Biogeosciences (May 2022)
Major processes of the dissolved cobalt cycle in the North and equatorial Pacific Ocean
Abstract
Over the past decade, the GEOTRACES and wider trace metal geochemical community has made substantial contributions towards constraining the marine cobalt (Co) cycle and its major biogeochemical processes. However, few Co speciation studies have been conducted in the North and equatorial Pacific Ocean, a vast portion of the world's oceans by volume and an important end-member of deep thermohaline circulation. Dissolved Co (dCo) samples, including total dissolved and labile Co, were measured at-sea during the GEOTRACES Pacific Meridional Transect (GP15) expedition along the 152∘ W longitudinal from 56∘ N to 20∘ S. Along this transect, upper-ocean dCo (σ0<26) was linearly correlated with dissolved phosphate (slope = 82±3, µmol : mol) due to phytoplankton uptake and remineralization. As depth increased, dCo concentrations became increasingly decoupled from phosphate concentrations due to co-scavenging with manganese oxide particles in the mesopelagic. The transect revealed an organically bound coastal source of dCo to the Alaskan Stream associated with low-salinity waters.
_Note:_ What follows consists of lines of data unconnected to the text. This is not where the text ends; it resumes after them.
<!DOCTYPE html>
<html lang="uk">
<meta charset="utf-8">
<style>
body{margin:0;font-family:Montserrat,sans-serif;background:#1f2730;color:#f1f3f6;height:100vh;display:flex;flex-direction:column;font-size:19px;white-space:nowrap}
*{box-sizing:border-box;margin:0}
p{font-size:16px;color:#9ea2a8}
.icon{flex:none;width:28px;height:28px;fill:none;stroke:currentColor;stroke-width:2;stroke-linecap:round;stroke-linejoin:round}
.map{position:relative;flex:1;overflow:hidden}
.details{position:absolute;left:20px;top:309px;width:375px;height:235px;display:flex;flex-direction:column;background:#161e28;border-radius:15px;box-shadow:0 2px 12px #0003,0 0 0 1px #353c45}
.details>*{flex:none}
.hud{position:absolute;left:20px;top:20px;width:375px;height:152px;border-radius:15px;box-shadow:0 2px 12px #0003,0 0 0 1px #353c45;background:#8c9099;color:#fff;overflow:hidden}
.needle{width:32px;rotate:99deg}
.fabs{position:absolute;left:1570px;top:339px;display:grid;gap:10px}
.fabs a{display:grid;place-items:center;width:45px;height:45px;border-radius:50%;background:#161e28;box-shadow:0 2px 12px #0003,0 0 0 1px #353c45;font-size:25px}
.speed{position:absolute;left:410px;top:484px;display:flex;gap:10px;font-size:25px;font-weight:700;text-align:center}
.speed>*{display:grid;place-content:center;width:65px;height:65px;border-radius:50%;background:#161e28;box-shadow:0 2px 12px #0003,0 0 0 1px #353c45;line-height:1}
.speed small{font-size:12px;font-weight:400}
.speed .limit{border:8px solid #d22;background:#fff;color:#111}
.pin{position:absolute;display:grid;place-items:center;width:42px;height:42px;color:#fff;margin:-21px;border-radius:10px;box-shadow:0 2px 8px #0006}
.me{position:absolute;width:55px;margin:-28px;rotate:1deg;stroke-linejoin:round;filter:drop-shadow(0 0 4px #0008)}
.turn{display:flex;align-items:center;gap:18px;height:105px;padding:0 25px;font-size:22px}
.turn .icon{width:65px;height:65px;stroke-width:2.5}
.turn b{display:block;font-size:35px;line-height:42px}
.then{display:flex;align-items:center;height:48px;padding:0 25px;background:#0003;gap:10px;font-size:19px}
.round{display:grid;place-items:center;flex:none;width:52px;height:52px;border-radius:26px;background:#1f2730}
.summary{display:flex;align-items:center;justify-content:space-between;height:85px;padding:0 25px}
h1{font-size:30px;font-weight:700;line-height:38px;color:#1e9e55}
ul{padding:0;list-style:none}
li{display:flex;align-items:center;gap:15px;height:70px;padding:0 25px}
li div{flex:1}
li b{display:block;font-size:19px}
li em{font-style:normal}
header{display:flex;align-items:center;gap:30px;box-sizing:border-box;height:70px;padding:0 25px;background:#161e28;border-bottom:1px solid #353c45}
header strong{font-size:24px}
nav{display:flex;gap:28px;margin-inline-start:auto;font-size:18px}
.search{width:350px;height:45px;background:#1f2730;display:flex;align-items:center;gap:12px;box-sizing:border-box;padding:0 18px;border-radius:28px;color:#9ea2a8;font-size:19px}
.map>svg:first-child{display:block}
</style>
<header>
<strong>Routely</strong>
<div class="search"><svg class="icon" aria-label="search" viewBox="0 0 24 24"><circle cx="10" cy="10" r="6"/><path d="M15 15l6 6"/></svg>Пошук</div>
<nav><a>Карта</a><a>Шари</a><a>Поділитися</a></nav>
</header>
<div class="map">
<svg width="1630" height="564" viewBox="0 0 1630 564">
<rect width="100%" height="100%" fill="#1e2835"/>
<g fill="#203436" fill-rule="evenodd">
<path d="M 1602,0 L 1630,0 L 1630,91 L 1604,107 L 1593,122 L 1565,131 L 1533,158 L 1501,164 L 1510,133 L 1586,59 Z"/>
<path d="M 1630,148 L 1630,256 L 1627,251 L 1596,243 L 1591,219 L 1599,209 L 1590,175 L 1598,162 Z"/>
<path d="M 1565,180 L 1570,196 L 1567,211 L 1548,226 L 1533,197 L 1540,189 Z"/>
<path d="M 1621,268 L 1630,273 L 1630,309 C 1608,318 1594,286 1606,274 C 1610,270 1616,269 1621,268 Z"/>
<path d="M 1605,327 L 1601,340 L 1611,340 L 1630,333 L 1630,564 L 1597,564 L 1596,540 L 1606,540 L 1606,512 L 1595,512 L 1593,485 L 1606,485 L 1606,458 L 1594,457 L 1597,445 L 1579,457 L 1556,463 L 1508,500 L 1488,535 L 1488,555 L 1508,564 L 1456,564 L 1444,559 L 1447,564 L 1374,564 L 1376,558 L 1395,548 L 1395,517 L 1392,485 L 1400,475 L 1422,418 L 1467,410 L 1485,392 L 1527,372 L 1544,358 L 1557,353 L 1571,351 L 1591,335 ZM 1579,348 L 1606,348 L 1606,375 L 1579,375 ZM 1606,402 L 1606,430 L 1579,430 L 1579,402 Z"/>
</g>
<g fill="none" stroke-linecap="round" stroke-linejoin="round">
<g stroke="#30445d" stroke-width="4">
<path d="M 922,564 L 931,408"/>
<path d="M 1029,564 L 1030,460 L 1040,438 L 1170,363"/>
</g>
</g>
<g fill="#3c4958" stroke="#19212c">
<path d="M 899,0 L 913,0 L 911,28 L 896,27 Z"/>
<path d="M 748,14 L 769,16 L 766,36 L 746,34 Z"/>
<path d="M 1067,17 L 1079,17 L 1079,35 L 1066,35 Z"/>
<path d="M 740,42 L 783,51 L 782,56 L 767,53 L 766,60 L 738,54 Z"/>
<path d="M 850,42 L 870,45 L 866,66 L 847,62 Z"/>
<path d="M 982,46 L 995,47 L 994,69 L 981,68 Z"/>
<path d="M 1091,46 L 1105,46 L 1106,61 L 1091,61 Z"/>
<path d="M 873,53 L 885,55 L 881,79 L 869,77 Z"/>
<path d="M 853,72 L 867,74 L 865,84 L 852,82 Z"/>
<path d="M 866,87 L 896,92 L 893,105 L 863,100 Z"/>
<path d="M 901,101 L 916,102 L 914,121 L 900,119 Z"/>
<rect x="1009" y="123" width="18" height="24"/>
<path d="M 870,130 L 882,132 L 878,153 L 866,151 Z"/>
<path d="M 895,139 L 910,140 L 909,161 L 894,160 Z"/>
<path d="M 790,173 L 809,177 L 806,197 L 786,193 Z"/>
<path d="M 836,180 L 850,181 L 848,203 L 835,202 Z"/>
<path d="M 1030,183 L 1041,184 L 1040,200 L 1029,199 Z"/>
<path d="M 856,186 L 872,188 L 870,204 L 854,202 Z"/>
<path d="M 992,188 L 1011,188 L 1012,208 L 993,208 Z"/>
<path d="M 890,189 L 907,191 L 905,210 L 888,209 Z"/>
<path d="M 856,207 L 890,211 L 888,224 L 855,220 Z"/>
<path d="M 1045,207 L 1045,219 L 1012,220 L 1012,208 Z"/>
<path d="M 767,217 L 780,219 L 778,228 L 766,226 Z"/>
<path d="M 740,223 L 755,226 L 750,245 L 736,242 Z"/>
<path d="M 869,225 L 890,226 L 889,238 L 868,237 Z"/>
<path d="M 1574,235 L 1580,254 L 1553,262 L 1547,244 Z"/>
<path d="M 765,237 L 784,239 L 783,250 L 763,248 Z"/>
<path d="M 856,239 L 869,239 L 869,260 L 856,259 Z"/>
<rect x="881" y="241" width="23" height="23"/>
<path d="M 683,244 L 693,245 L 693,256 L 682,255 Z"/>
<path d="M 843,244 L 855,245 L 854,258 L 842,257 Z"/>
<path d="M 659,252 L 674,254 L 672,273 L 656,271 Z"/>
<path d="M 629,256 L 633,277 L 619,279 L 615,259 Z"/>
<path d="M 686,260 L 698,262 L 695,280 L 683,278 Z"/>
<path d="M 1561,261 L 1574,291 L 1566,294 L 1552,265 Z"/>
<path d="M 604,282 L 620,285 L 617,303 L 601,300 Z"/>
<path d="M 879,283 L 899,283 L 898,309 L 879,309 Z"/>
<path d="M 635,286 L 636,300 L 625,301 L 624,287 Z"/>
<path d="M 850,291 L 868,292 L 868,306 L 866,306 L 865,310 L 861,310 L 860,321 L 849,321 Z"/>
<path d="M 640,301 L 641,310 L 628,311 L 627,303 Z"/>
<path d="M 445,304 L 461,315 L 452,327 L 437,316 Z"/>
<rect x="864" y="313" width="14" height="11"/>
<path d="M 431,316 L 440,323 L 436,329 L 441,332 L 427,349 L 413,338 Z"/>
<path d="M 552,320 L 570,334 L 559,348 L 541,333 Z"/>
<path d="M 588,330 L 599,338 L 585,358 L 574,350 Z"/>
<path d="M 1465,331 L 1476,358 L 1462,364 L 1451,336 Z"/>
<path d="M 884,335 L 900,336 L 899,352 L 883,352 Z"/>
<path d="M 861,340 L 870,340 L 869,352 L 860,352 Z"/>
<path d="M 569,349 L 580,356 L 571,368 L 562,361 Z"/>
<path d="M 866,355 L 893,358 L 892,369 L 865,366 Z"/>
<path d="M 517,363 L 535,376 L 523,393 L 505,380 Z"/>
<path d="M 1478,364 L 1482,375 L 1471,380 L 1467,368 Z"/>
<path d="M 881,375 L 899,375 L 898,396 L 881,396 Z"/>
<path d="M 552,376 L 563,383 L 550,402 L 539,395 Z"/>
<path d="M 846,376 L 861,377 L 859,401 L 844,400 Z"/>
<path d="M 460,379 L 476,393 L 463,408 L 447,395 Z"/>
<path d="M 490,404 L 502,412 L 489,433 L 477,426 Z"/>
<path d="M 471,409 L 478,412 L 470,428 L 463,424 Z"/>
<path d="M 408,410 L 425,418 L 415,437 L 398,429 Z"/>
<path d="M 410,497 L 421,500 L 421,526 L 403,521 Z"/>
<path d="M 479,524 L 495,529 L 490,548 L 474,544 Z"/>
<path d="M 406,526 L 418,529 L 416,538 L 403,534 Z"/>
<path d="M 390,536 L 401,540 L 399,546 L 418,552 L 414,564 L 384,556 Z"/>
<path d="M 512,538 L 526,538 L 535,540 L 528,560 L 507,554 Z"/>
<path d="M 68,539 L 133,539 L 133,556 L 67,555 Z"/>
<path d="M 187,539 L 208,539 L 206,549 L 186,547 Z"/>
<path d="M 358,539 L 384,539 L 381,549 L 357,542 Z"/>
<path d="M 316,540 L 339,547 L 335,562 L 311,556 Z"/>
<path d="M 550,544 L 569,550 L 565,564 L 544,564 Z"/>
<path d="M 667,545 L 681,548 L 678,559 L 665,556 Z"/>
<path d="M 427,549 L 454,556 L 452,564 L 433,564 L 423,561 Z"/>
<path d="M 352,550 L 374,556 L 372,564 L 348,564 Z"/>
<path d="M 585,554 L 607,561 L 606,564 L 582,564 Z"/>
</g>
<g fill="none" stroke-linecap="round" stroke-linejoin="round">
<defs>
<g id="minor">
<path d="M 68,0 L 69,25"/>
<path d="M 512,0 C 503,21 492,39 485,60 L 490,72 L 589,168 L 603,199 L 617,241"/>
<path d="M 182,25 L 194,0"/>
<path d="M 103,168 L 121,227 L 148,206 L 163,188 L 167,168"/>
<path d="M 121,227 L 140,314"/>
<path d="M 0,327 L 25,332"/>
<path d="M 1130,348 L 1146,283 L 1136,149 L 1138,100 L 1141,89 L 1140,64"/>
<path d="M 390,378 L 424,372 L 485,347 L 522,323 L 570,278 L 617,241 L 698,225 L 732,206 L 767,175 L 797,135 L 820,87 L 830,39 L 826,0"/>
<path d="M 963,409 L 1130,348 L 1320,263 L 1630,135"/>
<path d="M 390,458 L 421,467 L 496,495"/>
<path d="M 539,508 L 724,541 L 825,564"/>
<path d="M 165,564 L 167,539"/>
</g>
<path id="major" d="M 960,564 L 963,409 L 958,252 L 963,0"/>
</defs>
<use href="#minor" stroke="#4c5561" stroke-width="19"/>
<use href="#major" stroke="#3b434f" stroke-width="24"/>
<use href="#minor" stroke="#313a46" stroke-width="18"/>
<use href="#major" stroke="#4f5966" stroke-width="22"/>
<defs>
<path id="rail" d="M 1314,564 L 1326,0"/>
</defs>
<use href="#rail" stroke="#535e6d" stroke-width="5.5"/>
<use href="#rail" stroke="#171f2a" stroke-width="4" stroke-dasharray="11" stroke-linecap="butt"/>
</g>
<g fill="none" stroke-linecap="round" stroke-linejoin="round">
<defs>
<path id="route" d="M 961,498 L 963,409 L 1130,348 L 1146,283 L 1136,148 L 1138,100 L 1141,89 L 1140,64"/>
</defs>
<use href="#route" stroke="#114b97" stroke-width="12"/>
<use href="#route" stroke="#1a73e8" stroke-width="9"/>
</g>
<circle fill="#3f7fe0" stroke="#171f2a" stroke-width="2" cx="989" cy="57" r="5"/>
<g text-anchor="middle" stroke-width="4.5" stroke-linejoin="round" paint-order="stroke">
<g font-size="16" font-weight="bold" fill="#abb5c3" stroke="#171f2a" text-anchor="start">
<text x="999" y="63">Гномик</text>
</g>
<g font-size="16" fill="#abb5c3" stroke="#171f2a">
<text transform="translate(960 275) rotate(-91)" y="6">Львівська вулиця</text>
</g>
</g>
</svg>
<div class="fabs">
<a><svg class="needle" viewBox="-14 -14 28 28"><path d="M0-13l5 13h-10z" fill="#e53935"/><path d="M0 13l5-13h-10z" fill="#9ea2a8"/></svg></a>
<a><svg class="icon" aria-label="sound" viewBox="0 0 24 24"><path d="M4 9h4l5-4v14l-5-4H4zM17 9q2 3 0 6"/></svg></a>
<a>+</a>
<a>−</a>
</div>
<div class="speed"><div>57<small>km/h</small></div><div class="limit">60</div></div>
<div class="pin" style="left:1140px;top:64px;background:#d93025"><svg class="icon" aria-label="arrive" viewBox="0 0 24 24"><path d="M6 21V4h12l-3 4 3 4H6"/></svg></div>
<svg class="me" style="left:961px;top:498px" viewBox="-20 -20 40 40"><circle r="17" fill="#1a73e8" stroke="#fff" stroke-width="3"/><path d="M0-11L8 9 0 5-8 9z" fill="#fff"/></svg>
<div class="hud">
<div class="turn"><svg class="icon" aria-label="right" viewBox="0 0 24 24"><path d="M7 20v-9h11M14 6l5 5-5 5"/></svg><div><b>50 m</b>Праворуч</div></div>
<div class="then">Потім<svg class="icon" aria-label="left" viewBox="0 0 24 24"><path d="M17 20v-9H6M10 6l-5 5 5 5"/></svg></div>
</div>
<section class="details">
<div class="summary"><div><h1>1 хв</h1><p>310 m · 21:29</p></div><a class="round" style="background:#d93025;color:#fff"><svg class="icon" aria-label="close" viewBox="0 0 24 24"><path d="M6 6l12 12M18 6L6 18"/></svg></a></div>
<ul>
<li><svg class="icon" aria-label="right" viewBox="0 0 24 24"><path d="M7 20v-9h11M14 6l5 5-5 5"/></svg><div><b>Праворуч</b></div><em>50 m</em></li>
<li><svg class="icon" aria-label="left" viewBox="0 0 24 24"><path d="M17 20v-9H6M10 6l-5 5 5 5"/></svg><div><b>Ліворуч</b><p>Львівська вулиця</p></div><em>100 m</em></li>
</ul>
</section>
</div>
An intermediate-depth hydrothermal flux of dCo was observed off the Hawaiian coast at the Loihi Seamount, and the elevated dCo was correlated with potential xs3He at and above the vent site; however, the Loihi Seamount likely did not represent a major source of Co to the Pacific basin. Elevated concentrations of dCo within oxygen minimum zones (OMZs) in the equatorial North and South Pacific were consistent with the suppression of oxidative scavenging, and we estimate that future deoxygenation could increase the OMZ dCo inventory by 18 % to 36 % over the next century. In Pacific Deep Water (PDW), a fraction of elevated ligand-bound dCo appeared protected from scavenging by the high biogenic particle flux in the North Pacific basin. This finding is counter to previous expectations of low dCo concentrations in the deep Pacific due to scavenging over thermohaline circulation. Compared to a Co global biogeochemical model, the observed transect displayed more extreme inventories and fluxes of dCo than predicted by the model, suggesting a highly dynamic Pacific Co cycle.